# Best laptop below 40k



## thegrinreaper (Feb 16, 2013)

My friend needs to buy a laptop.. Please recommend.

Note: under no circumstance is the price to exceed 40k

Priorities( in order importance)
1)AutoCAD, 3d modelling
2) gaming
3) ASS

Years to be used:
3-4 years ( future proofing essential)

Only brands to be considered:
Lenovo,hp,dell, Samsung.

Preferred laptop:
Hp g6 2312 ax


----------



## sumit_anand (Feb 16, 2013)

From the Brands mentioned by you, I would say Go for Dell or lenovo...I don't think that samsung laptops are that good to go for...Keep Dell in priority..Check out this link 
Digit Top 10 Best Laptops in India | 2012 Notebook Features | Thinkdigit Top 10 Laptops


----------



## n3rd (Feb 16, 2013)

You won't get 'future proof' laptop <40K really. Especially gaming laptops. And future proof itself is a flawed notion.
HP Pavilion G6-2313AX Laptop (APU Quad Core A10/ 6GB/ 1TB/ DOS/ 2.5GB Graph) - HP: Flipkart.com
Seems to be your best choice.

*www.flipkart.com/asus-k53sm-sx010d...hr6jtgb?pid=COMD7VPKTSFNFZWM&affid=thrivinfor
If you don't mind Asus. Processor is marginally better and GPU is equally good if not better. Although AMD in general is supposed to handle games well too. Can't go wrong either way.



sumit_anand said:


> *I don't think that samsung laptops are that good to go for...*


Plenty of Samsung owners here might disagree with you there. Do people just say things for the sake of it?

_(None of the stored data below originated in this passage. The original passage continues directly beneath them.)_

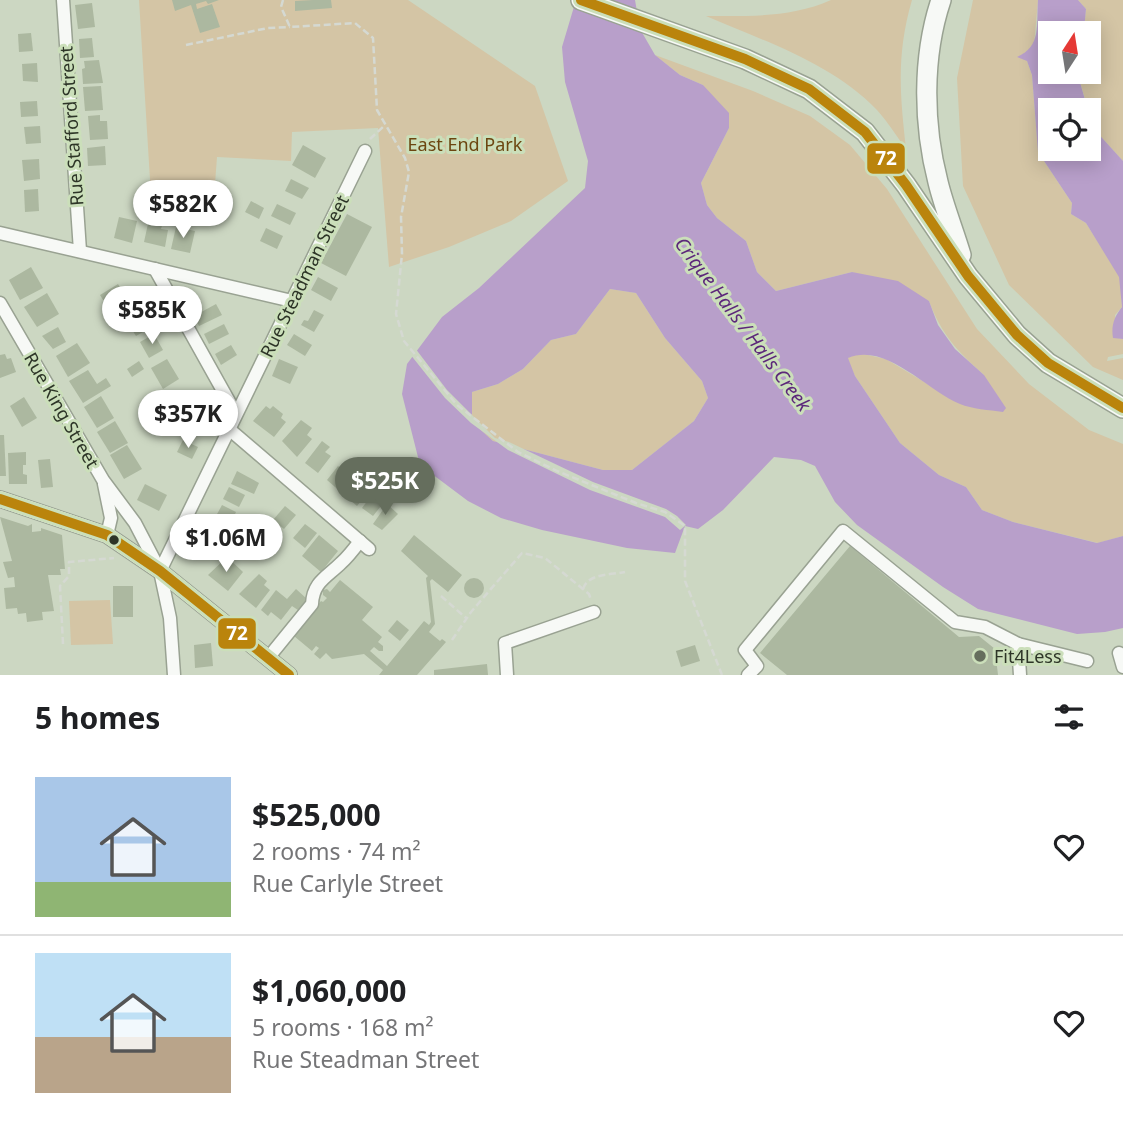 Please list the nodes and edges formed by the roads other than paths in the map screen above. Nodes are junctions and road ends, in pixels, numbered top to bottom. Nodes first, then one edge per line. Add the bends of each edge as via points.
1 (63, 0) edge
2 (581, 0) edge
3 (941, 0) edge
4 (365, 151) road end
5 (0, 233) edge
6 (80, 251) junction
7 (155, 269) junction
8 (968, 276) junction
9 (292, 301) junction
10 (0, 303) edge
11 (1123, 408) edge
12 (236, 414) junction
13 (229, 429) junction
14 (103, 480) junction
15 (0, 499) edge
16 (107, 535) junction
17 (160, 571) junction
18 (594, 612) road end
19 (1018, 644) junction
20 (1119, 653) dead end
21 (268, 657) junction
22 (1087, 661) dead end
23 (1123, 667) edge
24 (757, 672) edge
25 (174, 675) edge
26 (289, 675) edge
27 (507, 675) edge
28 (1020, 675) edge

1 - 6 street, Rue Stafford Street
2 - 8 highway via 745,59 809,89 865,132
3 - 8 highway via 930,51 930,139 938,183
4 - 9 street, Rue Steadman Street
5 - 6 street
6 - 7 street
7 - 9 street
7 - 12 street
8 - 11 highway via 1017,335 1048,363
9 - 12 street, Rue Steadman Street
10 - 14 street, Rue King Street
12 - 13 street, Rue Steadman Street
13 - 17 street, Rue Steadman Street
13 - 21 street via 365,545 324,576 313,604
14 - 16 street, Rue King Street via 111,518
14 - 17 street, Rue King Street via 135,523
15 - 16 main road
16 - 17 main road
17 - 21 main road
17 - 25 street via 170,618
18 - 27 street via 505,643
19 - 22 street
19 - 24 street via 985,627 955,622 843,531 745,650
19 - 28 street
20 - 23 street
21 - 26 main road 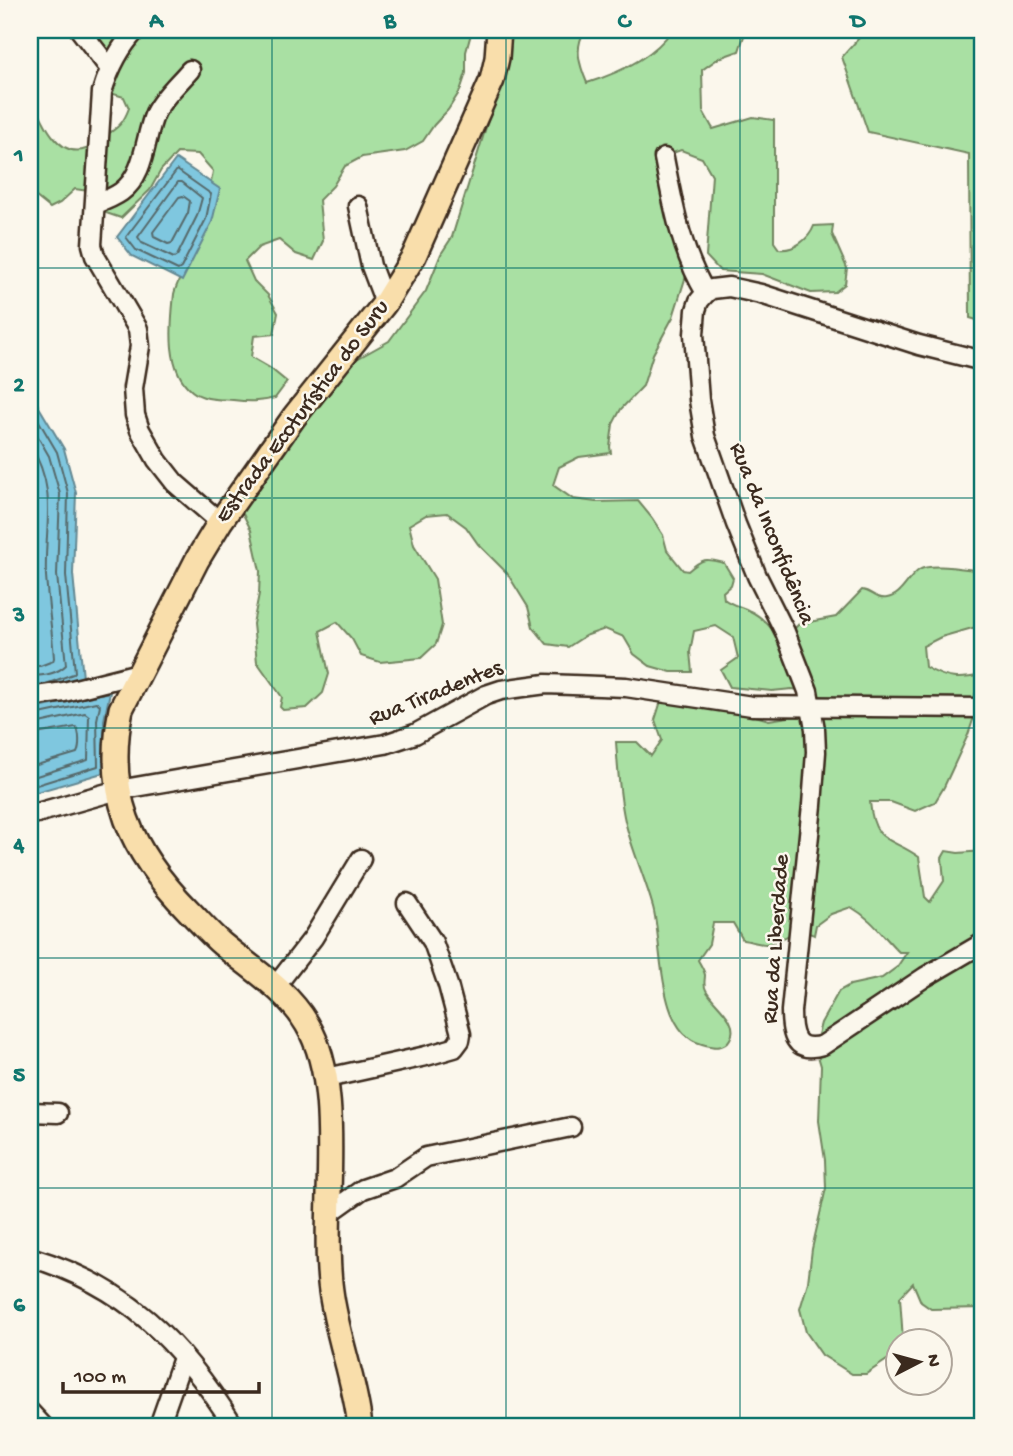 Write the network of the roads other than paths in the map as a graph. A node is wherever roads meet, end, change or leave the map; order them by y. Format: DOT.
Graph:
graph roads {
  1 [pos="80,30"];
  2 [pos="136,30"];
  3 [pos="499,30"];
  4 [pos="110,69"];
  5 [pos="190,71"];
  6 [pos="664,158"];
  7 [pos="96,204"];
  8 [pos="358,206"];
  9 [pos="706,293"];
  10 [pos="385,303"];
  11 [pos="983,361"];
  12 [pos="220,522"];
  13 [pos="139,673"];
  14 [pos="30,697"];
  15 [pos="811,706"];
  16 [pos="983,708"];
  17 [pos="118,790"];
  18 [pos="30,815"];
  19 [pos="361,859"];
  20 [pos="407,903"];
  21 [pos="983,943"];
  22 [pos="275,987"];
  23 [pos="327,1078"];
  24 [pos="30,1112"];
  25 [pos="58,1114"];
  26 [pos="571,1127"];
  27 [pos="328,1175"];
  28 [pos="363,1189"];
  29 [pos="328,1214"];
  30 [pos="30,1257"];
  31 [pos="183,1358"];
  32 [pos="30,1412"];
  33 [pos="43,1426"];
  34 [pos="159,1426"];
  35 [pos="234,1426"];
  36 [pos="360,1426"];
  1 -- 4 [label="street"];
  2 -- 4 [label="street"];
  3 -- 10 [label="main road, Estrada Ecoturística do Suru"];
  4 -- 7 [label="street"];
  5 -- 7 [label="street"];
  6 -- 9 [label="street"];
  7 -- 12 [label="street"];
  8 -- 10 [label="street"];
  9 -- 11 [label="street"];
  9 -- 15 [label="street, Rua da Inconfidência"];
  10 -- 12 [label="main road, Estrada Ecoturística do Suru"];
  12 -- 13 [label="main road, Estrada Ecoturística do Suru"];
  13 -- 14 [label="street"];
  13 -- 17 [label="main road, Estrada Ecoturística do Suru"];
  15 -- 16 [label="street, Rua Tiradentes"];
  15 -- 17 [label="street, Rua Tiradentes"];
  15 -- 21 [label="street, Rua da Liberdade"];
  17 -- 18 [label="street, Rua Tiradentes"];
  17 -- 22 [label="main road, Estrada Ecoturística do Suru"];
  19 -- 22 [label="street"];
  20 -- 23 [label="street"];
  22 -- 23 [label="main road, Estrada Ecoturística do Suru"];
  23 -- 27 [label="main road, Estrada Ecoturística do Suru"];
  24 -- 25 [label="street"];
  26 -- 28 [label="street"];
  27 -- 28 [label="street"];
  27 -- 29 [label="main road, Estrada Ecoturística do Suru"];
  28 -- 29 [label="street"];
  29 -- 36 [label="main road, Estrada Ecoturística do Suru"];
  30 -- 31 [label="street"];
  31 -- 34 [label="street"];
  31 -- 35 [label="street"];
  32 -- 33 [label="street"];
} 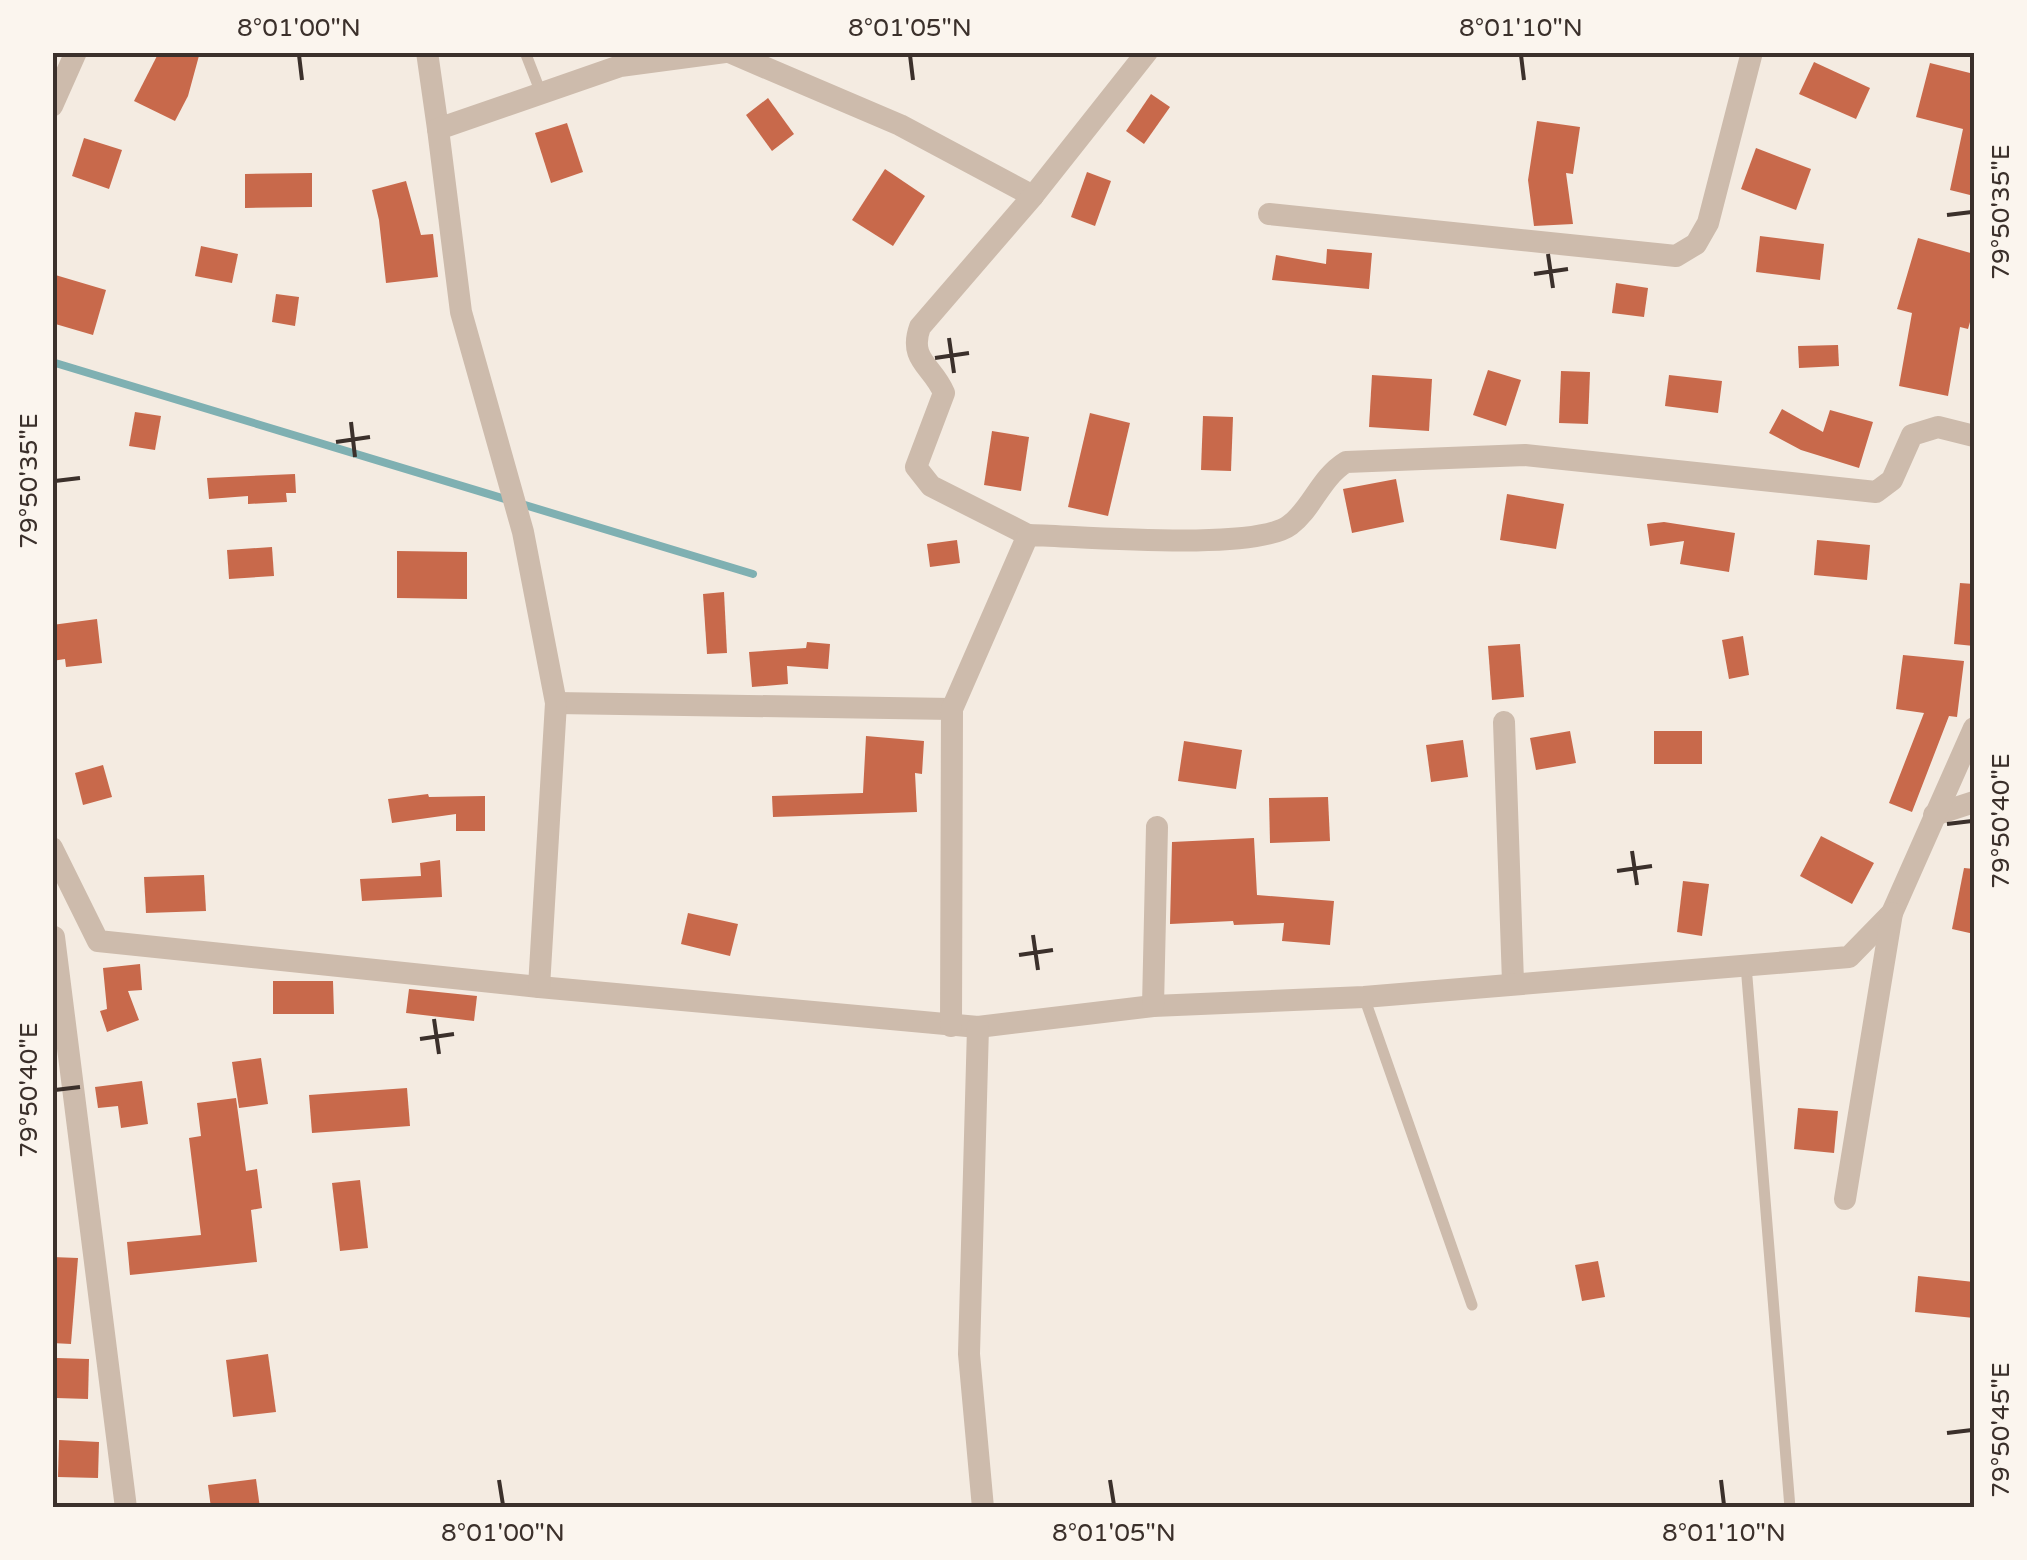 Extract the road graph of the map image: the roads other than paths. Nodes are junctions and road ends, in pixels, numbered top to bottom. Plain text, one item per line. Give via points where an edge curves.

Anyhow, don't see the point of your post at all - how is that being helpful to the OP?


----------



## sumit_anand (Feb 16, 2013)

n3rd said:


> You won't get 'future proof' laptop <40K really. Especially gaming laptops. And future proof itself is a flawed notion.
> HP Pavilion G6-2313AX Laptop (APU Quad Core A10/ 6GB/ 1TB/ DOS/ 2.5GB Graph) - HP: Flipkart.com
> Seems to be your best choice.
> 
> ...



Let the OP only decide that whether my post is useful or not..I posted my personal view on samsung laptops as I had a bad experience with them and that can be the case with anyone here.


----------



## n3rd (Feb 16, 2013)

sumit_anand said:


> Let the OP only decide that whether my post is useful or not..I posted my personal view on samsung laptops as I had a bad experience with them and that can be the case with anyone here.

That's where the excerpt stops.